**WORK REQUIRED**
Where the word "dead" shows up in a line below, that line is counted. State how many lines are counted, without any other words.

**DATASET EXCERPTS**
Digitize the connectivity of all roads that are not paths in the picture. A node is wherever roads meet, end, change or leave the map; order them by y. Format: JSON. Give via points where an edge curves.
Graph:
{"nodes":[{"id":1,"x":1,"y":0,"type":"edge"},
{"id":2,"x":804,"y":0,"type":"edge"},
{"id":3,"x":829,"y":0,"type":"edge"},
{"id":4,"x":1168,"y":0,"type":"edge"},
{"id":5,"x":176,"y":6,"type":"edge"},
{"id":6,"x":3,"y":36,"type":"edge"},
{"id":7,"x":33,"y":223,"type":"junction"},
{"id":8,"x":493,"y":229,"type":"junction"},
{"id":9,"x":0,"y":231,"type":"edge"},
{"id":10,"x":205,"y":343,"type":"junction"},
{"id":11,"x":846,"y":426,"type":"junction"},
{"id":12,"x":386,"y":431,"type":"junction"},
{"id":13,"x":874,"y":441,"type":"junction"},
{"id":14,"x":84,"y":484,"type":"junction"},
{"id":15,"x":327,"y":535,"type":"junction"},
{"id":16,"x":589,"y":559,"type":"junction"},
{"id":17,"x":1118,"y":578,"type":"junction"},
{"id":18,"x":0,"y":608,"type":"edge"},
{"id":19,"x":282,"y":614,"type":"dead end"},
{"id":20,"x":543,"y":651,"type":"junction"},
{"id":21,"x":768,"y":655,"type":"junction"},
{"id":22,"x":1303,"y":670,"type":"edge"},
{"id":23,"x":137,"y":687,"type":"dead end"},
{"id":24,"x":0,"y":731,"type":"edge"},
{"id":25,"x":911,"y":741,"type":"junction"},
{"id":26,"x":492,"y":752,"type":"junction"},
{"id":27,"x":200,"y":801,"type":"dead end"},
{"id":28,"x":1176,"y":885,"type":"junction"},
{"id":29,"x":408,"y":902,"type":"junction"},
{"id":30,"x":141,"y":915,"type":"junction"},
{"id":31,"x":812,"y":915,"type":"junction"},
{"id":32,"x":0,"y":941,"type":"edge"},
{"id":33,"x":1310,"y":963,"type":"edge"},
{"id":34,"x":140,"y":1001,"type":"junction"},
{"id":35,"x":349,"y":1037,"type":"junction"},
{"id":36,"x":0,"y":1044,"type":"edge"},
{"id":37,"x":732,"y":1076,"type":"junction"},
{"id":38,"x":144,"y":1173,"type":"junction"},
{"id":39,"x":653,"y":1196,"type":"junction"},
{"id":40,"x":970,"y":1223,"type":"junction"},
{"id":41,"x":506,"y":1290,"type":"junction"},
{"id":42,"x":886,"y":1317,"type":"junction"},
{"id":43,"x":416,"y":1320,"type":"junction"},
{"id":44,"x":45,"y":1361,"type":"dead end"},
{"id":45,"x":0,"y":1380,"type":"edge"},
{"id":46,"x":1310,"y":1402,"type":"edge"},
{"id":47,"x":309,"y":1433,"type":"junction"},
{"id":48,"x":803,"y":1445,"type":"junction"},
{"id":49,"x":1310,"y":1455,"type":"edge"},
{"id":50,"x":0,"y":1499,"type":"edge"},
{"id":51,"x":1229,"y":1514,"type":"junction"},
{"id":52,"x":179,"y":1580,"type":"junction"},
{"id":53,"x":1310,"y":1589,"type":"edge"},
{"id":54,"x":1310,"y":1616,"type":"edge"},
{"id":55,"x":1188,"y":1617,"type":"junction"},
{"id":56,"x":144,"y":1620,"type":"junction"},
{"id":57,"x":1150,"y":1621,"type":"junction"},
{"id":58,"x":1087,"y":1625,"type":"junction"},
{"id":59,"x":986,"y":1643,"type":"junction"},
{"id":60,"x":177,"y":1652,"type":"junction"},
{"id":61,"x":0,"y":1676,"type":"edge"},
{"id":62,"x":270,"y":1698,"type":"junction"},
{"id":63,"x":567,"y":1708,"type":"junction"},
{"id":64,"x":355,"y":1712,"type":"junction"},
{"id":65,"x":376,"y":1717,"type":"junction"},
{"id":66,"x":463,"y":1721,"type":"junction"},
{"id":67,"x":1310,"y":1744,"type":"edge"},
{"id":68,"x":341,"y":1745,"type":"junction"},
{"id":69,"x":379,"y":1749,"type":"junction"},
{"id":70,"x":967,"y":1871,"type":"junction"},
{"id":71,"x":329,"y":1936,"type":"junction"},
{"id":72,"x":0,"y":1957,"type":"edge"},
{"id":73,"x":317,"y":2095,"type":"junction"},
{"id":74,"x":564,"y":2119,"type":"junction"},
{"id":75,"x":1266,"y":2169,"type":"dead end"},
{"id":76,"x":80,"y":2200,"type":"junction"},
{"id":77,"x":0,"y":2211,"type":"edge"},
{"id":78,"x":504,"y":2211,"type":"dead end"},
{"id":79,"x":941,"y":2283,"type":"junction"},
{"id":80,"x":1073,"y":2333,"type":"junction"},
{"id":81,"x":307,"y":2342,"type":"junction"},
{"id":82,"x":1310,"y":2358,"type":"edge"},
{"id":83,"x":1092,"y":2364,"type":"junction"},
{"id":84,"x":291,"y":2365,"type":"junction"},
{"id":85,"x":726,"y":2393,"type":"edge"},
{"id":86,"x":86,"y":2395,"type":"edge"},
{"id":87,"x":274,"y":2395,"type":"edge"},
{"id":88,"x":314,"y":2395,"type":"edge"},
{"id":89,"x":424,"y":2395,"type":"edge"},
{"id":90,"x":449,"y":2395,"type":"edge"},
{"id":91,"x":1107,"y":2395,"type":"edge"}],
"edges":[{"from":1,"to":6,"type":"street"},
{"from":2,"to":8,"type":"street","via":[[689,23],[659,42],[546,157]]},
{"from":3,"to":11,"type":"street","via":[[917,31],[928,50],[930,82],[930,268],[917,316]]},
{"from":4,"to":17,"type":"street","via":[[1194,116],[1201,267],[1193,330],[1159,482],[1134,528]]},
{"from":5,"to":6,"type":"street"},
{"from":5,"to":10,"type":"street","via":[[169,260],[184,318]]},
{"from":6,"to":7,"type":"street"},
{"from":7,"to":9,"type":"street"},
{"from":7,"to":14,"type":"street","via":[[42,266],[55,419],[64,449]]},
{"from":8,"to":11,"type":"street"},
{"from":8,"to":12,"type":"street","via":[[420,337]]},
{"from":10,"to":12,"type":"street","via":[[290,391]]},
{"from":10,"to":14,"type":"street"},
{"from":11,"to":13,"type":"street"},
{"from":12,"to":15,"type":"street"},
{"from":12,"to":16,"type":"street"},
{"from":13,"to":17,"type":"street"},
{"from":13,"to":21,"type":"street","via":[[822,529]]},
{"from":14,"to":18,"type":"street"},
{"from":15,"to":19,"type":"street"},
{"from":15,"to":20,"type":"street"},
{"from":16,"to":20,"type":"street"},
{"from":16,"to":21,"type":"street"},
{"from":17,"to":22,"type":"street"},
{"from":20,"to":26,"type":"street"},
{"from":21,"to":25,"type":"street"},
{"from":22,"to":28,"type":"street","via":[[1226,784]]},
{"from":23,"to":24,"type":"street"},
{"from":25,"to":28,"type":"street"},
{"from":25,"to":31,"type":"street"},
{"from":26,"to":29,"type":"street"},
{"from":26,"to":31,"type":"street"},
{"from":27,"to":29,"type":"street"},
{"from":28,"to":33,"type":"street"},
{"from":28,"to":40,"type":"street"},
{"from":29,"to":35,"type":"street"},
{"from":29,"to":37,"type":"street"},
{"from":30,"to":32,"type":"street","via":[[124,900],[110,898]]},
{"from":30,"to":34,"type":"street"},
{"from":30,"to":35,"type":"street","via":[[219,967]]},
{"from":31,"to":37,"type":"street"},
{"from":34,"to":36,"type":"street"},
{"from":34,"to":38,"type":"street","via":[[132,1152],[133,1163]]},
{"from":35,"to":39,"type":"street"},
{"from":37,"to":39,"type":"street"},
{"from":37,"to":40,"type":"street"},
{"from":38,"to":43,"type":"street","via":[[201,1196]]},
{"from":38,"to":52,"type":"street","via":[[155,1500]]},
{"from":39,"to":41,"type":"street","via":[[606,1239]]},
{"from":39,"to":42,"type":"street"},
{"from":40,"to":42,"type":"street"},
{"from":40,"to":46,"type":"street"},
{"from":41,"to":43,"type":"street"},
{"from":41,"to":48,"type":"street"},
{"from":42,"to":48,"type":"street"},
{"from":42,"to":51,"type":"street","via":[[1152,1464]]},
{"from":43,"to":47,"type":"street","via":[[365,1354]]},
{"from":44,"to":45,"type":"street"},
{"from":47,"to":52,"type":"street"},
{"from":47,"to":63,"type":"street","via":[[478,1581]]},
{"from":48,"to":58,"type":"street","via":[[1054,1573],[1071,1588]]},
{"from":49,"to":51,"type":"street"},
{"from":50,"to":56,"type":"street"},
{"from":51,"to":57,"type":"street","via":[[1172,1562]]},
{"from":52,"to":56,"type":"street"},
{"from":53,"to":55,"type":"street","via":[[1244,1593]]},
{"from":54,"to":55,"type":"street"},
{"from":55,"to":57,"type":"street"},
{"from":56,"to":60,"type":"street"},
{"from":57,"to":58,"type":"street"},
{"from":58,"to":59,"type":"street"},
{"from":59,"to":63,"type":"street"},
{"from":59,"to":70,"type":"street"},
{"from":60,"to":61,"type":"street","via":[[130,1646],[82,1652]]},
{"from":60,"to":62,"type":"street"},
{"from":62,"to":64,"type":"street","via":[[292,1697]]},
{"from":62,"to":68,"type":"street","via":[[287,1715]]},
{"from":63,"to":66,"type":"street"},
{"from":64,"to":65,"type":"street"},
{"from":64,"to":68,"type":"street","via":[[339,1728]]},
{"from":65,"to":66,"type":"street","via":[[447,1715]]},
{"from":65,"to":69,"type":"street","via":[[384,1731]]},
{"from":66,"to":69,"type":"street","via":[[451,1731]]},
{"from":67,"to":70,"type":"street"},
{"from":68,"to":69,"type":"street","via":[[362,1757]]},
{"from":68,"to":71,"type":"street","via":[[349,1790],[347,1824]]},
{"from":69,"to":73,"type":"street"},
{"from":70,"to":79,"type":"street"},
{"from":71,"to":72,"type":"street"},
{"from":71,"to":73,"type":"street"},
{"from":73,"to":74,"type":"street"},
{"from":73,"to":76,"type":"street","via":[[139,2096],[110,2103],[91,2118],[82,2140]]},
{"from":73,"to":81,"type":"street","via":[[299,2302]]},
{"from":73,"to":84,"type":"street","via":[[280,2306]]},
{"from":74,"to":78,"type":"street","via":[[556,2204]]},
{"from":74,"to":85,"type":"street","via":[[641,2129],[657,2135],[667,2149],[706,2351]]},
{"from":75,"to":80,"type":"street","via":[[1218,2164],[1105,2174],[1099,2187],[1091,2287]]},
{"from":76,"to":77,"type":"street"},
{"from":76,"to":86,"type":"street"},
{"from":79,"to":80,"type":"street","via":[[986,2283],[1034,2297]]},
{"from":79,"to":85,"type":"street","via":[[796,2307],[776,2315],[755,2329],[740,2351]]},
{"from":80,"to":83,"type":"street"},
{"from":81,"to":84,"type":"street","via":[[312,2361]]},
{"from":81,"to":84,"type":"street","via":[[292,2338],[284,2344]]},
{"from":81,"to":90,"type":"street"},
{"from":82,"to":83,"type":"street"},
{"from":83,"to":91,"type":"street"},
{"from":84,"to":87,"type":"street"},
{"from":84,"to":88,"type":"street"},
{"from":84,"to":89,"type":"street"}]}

**TASK RESULT**
6